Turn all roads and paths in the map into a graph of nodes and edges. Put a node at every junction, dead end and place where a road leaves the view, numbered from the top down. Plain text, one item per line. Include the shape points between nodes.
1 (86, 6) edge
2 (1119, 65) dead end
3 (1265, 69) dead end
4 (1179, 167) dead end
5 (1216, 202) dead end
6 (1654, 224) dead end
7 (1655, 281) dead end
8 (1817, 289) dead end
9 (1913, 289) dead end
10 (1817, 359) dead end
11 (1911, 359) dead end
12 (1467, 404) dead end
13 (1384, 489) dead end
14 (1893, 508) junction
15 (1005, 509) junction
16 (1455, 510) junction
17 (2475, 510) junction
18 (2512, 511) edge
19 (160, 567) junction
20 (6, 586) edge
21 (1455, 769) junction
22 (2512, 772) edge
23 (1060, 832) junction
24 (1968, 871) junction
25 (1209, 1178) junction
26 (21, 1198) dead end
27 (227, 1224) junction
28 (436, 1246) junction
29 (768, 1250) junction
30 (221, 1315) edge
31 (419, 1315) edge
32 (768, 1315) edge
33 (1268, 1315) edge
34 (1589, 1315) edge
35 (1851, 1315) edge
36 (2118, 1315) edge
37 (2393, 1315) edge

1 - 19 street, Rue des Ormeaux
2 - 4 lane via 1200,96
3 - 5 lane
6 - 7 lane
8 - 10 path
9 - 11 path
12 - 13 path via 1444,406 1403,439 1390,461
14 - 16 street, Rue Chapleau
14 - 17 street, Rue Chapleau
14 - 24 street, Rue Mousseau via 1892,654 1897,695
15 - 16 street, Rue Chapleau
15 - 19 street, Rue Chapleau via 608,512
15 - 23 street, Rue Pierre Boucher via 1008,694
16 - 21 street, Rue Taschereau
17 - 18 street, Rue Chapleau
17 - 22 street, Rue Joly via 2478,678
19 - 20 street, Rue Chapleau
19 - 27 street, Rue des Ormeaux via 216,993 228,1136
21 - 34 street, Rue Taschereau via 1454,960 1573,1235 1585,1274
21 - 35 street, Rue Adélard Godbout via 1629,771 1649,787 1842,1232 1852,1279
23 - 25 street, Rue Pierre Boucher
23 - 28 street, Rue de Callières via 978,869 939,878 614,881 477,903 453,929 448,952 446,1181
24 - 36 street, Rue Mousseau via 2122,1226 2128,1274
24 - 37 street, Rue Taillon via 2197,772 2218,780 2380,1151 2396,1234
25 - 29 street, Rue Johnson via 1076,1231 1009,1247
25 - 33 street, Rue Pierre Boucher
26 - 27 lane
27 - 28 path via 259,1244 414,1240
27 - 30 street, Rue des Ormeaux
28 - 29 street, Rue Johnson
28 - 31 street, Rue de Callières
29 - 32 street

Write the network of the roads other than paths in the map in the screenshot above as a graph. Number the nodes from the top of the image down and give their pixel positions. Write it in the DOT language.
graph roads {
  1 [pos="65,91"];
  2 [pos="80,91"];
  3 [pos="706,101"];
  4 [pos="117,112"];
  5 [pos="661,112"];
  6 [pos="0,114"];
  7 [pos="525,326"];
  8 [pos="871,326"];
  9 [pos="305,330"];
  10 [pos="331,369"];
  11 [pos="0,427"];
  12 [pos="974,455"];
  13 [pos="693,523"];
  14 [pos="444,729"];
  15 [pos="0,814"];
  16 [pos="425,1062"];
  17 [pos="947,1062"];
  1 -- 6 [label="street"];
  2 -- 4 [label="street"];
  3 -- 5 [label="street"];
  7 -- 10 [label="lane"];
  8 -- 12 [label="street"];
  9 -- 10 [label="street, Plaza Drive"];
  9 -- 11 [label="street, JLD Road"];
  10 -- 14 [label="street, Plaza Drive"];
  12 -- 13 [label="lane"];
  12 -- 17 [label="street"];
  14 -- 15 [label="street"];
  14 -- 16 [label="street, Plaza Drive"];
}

########

An exact copy of the data, with every line intact, is the required answer.

→ Solution to this problem
Turn all roads and paths in the map into a graph of nodes and edges. Put a node at every junction, dead end and place where a road leaves the view, numbered from the top down. Plain text, one item per line. Include the shape points between nodes.
1 (86, 6) edge
2 (1119, 65) dead end
3 (1265, 69) dead end
4 (1179, 167) dead end
5 (1216, 202) dead end
6 (1654, 224) dead end
7 (1655, 281) dead end
8 (1817, 289) dead end
9 (1913, 289) dead end
10 (1817, 359) dead end
11 (1911, 359) dead end
12 (1467, 404) dead end
13 (1384, 489) dead end
14 (1893, 508) junction
15 (1005, 509) junction
16 (1455, 510) junction
17 (2475, 510) junction
18 (2512, 511) edge
19 (160, 567) junction
20 (6, 586) edge
21 (1455, 769) junction
22 (2512, 772) edge
23 (1060, 832) junction
24 (1968, 871) junction
25 (1209, 1178) junction
26 (21, 1198) dead end
27 (227, 1224) junction
28 (436, 1246) junction
29 (768, 1250) junction
30 (221, 1315) edge
31 (419, 1315) edge
32 (768, 1315) edge
33 (1268, 1315) edge
34 (1589, 1315) edge
35 (1851, 1315) edge
36 (2118, 1315) edge
37 (2393, 1315) edge

1 - 19 street, Rue des Ormeaux
2 - 4 lane via 1200,96
3 - 5 lane
6 - 7 lane
8 - 10 path
9 - 11 path
12 - 13 path via 1444,406 1403,439 1390,461
14 - 16 street, Rue Chapleau
14 - 17 street, Rue Chapleau
14 - 24 street, Rue Mousseau via 1892,654 1897,695
15 - 16 street, Rue Chapleau
15 - 19 street, Rue Chapleau via 608,512
15 - 23 street, Rue Pierre Boucher via 1008,694
16 - 21 street, Rue Taschereau
17 - 18 street, Rue Chapleau
17 - 22 street, Rue Joly via 2478,678
19 - 20 street, Rue Chapleau
19 - 27 street, Rue des Ormeaux via 216,993 228,1136
21 - 34 street, Rue Taschereau via 1454,960 1573,1235 1585,1274
21 - 35 street, Rue Adélard Godbout via 1629,771 1649,787 1842,1232 1852,1279
23 - 25 street, Rue Pierre Boucher
23 - 28 street, Rue de Callières via 978,869 939,878 614,881 477,903 453,929 448,952 446,1181
24 - 36 street, Rue Mousseau via 2122,1226 2128,1274
24 - 37 street, Rue Taillon via 2197,772 2218,780 2380,1151 2396,1234
25 - 29 street, Rue Johnson via 1076,1231 1009,1247
25 - 33 street, Rue Pierre Boucher
26 - 27 lane
27 - 28 path via 259,1244 414,1240
27 - 30 street, Rue des Ormeaux
28 - 29 street, Rue Johnson
28 - 31 street, Rue de Callières
29 - 32 street

Write the network of the roads other than paths in the map in the screenshot above as a graph. Number the nodes from the top of the image down and give their pixel positions. Write it in the DOT language.
graph roads {
  1 [pos="65,91"];
  2 [pos="80,91"];
  3 [pos="706,101"];
  4 [pos="117,112"];
  5 [pos="661,112"];
  6 [pos="0,114"];
  7 [pos="525,326"];
  8 [pos="871,326"];
  9 [pos="305,330"];
  10 [pos="331,369"];
  11 [pos="0,427"];
  12 [pos="974,455"];
  13 [pos="693,523"];
  14 [pos="444,729"];
  15 [pos="0,814"];
  16 [pos="425,1062"];
  17 [pos="947,1062"];
  1 -- 6 [label="street"];
  2 -- 4 [label="street"];
  3 -- 5 [label="street"];
  7 -- 10 [label="lane"];
  8 -- 12 [label="street"];
  9 -- 10 [label="street, Plaza Drive"];
  9 -- 11 [label="street, JLD Road"];
  10 -- 14 [label="street, Plaza Drive"];
  12 -- 13 [label="lane"];
  12 -- 17 [label="street"];
  14 -- 15 [label="street"];
  14 -- 16 [label="street, Plaza Drive"];
}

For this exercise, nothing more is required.